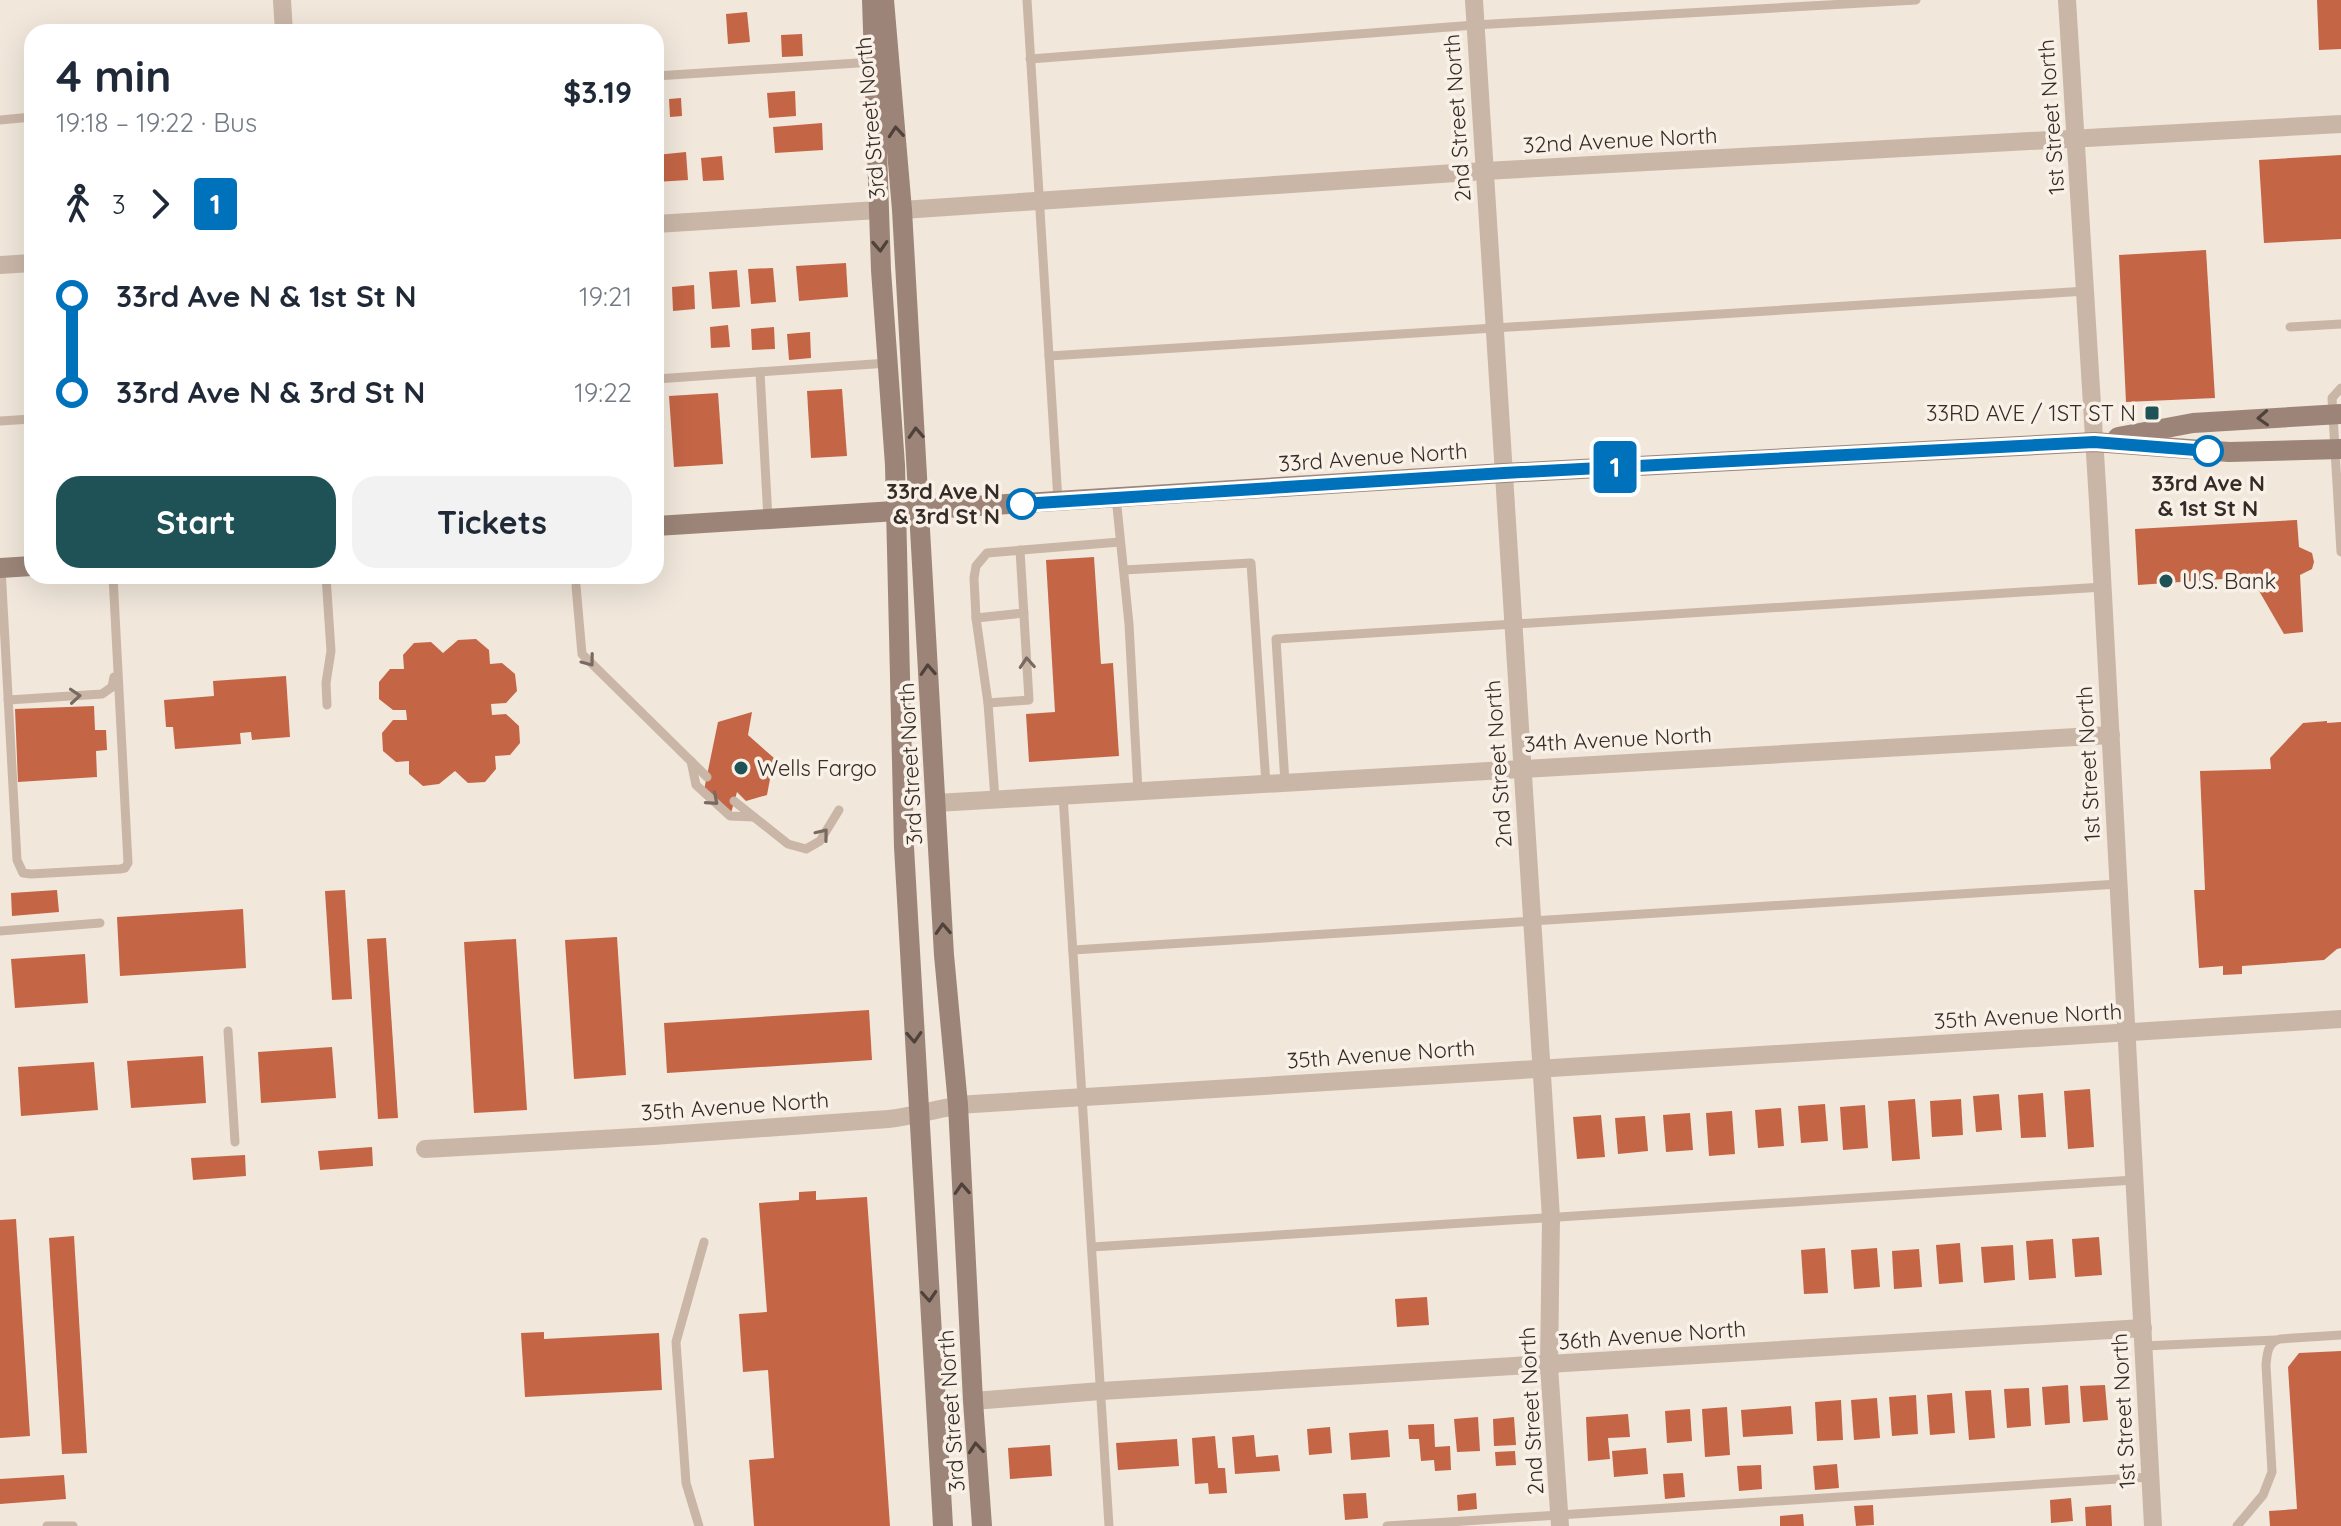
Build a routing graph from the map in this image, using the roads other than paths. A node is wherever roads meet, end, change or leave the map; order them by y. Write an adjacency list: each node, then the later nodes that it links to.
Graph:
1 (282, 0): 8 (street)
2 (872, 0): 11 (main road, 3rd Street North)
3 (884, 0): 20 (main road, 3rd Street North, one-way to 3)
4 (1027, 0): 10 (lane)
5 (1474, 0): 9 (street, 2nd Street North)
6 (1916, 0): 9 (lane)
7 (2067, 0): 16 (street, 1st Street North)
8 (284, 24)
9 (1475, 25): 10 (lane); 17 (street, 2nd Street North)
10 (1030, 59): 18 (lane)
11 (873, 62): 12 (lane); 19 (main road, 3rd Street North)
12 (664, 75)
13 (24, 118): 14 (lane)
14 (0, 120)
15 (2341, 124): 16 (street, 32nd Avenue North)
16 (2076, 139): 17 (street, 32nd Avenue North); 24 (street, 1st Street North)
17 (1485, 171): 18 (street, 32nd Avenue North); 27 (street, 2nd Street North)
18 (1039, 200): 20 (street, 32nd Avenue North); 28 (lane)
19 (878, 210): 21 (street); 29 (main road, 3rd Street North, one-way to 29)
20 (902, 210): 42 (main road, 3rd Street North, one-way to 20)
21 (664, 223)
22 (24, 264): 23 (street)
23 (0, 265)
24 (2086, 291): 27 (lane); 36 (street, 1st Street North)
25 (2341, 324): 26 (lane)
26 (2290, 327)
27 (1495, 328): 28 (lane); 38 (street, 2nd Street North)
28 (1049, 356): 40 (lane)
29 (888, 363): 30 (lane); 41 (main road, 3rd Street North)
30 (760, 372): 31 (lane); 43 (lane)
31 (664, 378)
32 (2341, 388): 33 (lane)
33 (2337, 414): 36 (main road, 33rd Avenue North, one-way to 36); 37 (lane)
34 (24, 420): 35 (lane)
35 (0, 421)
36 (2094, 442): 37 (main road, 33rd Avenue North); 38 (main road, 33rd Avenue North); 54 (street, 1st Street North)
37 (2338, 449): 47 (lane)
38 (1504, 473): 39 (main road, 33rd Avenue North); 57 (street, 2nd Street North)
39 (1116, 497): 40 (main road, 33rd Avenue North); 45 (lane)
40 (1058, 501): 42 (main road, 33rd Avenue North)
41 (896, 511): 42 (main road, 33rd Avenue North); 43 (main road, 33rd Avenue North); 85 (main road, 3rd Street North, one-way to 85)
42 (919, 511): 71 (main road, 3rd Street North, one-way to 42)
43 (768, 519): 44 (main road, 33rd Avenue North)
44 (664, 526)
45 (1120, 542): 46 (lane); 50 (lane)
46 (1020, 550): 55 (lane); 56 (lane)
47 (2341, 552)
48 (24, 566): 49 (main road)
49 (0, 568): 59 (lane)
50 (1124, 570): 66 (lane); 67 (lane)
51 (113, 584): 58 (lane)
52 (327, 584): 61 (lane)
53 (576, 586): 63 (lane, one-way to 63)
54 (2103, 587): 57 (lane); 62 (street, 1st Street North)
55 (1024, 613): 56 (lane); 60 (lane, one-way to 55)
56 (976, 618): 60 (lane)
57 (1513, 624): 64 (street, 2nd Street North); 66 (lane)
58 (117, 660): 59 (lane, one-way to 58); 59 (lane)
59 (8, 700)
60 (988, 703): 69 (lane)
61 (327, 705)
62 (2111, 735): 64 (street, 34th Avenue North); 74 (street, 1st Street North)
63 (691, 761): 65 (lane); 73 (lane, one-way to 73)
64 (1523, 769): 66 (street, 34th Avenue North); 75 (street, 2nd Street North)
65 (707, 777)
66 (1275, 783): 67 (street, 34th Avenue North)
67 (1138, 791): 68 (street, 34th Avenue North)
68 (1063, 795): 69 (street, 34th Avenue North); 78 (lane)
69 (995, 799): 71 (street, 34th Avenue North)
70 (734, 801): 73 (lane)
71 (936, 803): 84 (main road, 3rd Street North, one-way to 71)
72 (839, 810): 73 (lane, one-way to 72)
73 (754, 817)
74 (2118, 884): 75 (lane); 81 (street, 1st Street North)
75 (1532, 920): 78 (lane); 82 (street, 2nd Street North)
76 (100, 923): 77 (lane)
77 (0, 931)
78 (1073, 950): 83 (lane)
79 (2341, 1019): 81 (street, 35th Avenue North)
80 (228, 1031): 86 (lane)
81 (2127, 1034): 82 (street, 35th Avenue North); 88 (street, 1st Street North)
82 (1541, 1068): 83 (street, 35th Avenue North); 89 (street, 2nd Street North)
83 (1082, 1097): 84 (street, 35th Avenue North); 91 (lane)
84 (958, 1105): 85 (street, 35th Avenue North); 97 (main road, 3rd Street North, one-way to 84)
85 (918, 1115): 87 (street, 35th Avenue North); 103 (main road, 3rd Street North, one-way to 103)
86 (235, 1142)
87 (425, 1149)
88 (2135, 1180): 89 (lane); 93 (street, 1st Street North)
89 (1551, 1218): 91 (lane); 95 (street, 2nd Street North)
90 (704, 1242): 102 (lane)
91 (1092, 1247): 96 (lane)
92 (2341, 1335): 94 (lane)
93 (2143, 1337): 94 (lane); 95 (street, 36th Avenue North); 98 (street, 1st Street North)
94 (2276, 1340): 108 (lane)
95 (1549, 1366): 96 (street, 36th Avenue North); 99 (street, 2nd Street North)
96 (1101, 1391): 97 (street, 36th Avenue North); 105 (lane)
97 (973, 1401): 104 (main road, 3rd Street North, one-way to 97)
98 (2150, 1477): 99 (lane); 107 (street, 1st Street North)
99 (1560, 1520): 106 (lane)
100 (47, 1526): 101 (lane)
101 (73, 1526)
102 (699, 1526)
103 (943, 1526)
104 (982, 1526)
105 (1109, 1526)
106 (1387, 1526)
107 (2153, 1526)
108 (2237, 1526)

———

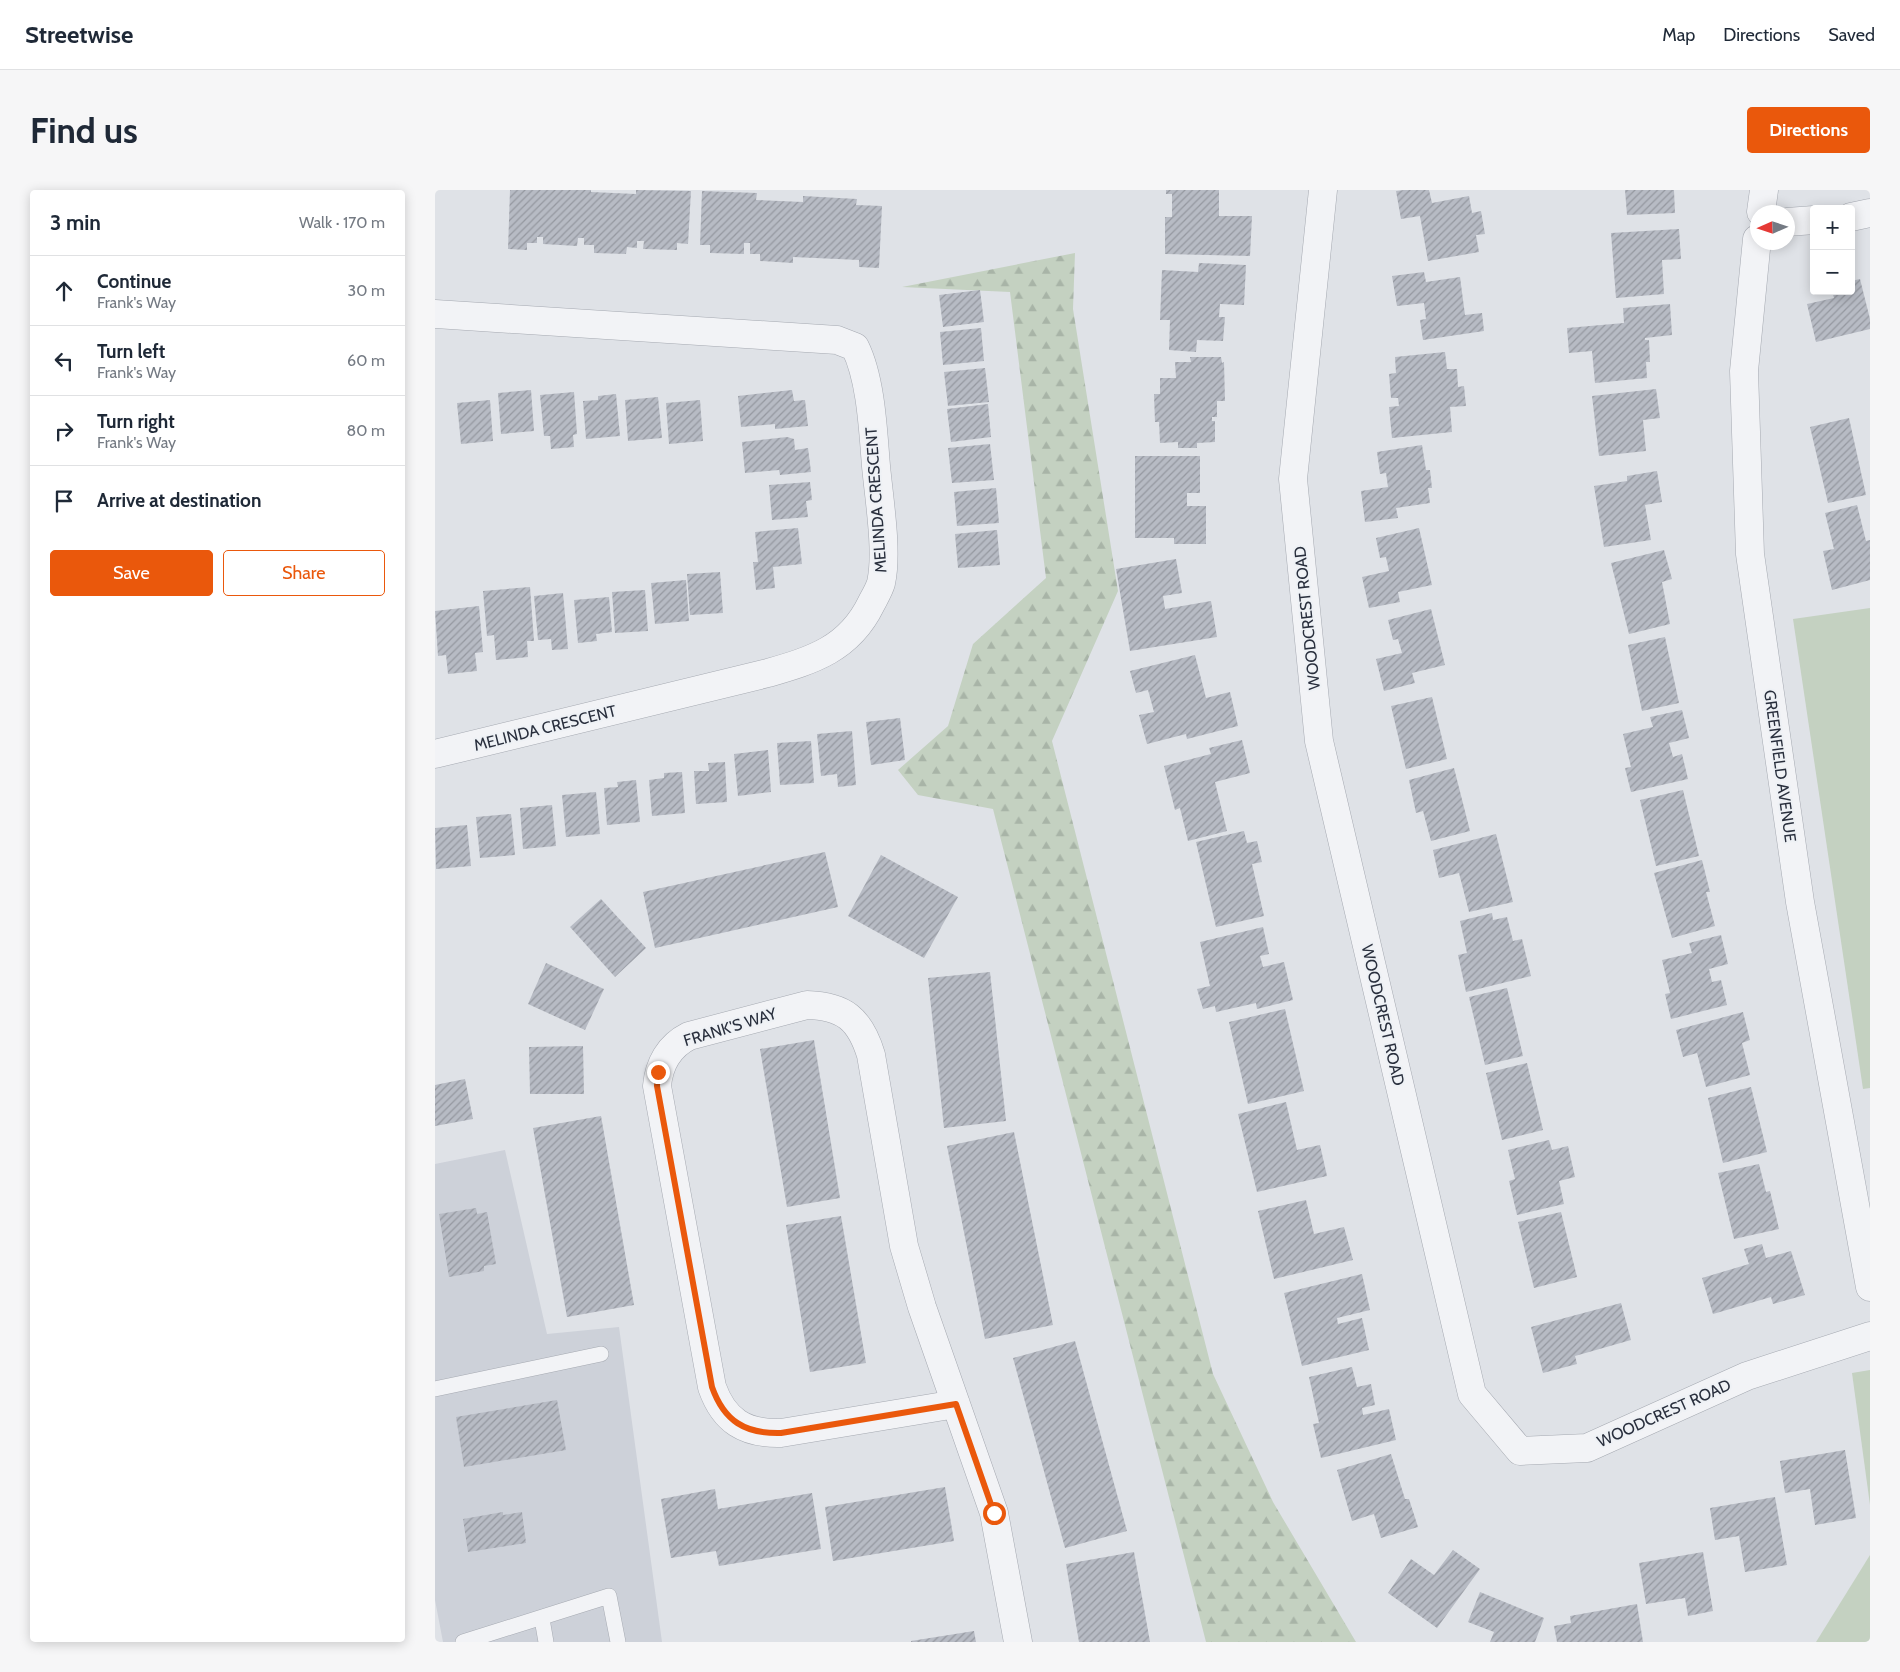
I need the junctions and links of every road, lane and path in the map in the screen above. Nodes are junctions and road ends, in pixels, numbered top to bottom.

———

Look through the entries for lines containing the word "links" and return each one.

**ANSWER SECTION:**
Build a routing graph from the map in this image, using the roads other than paths. A node is wherever roads meet, end, change or leave the map; order them by y. Write an adjacency list: each node, then the later nodes that it links to.
I need the junctions and links of every road, lane and path in the map in the screen above. Nodes are junctions and road ends, in pixels, numbered top to bottom.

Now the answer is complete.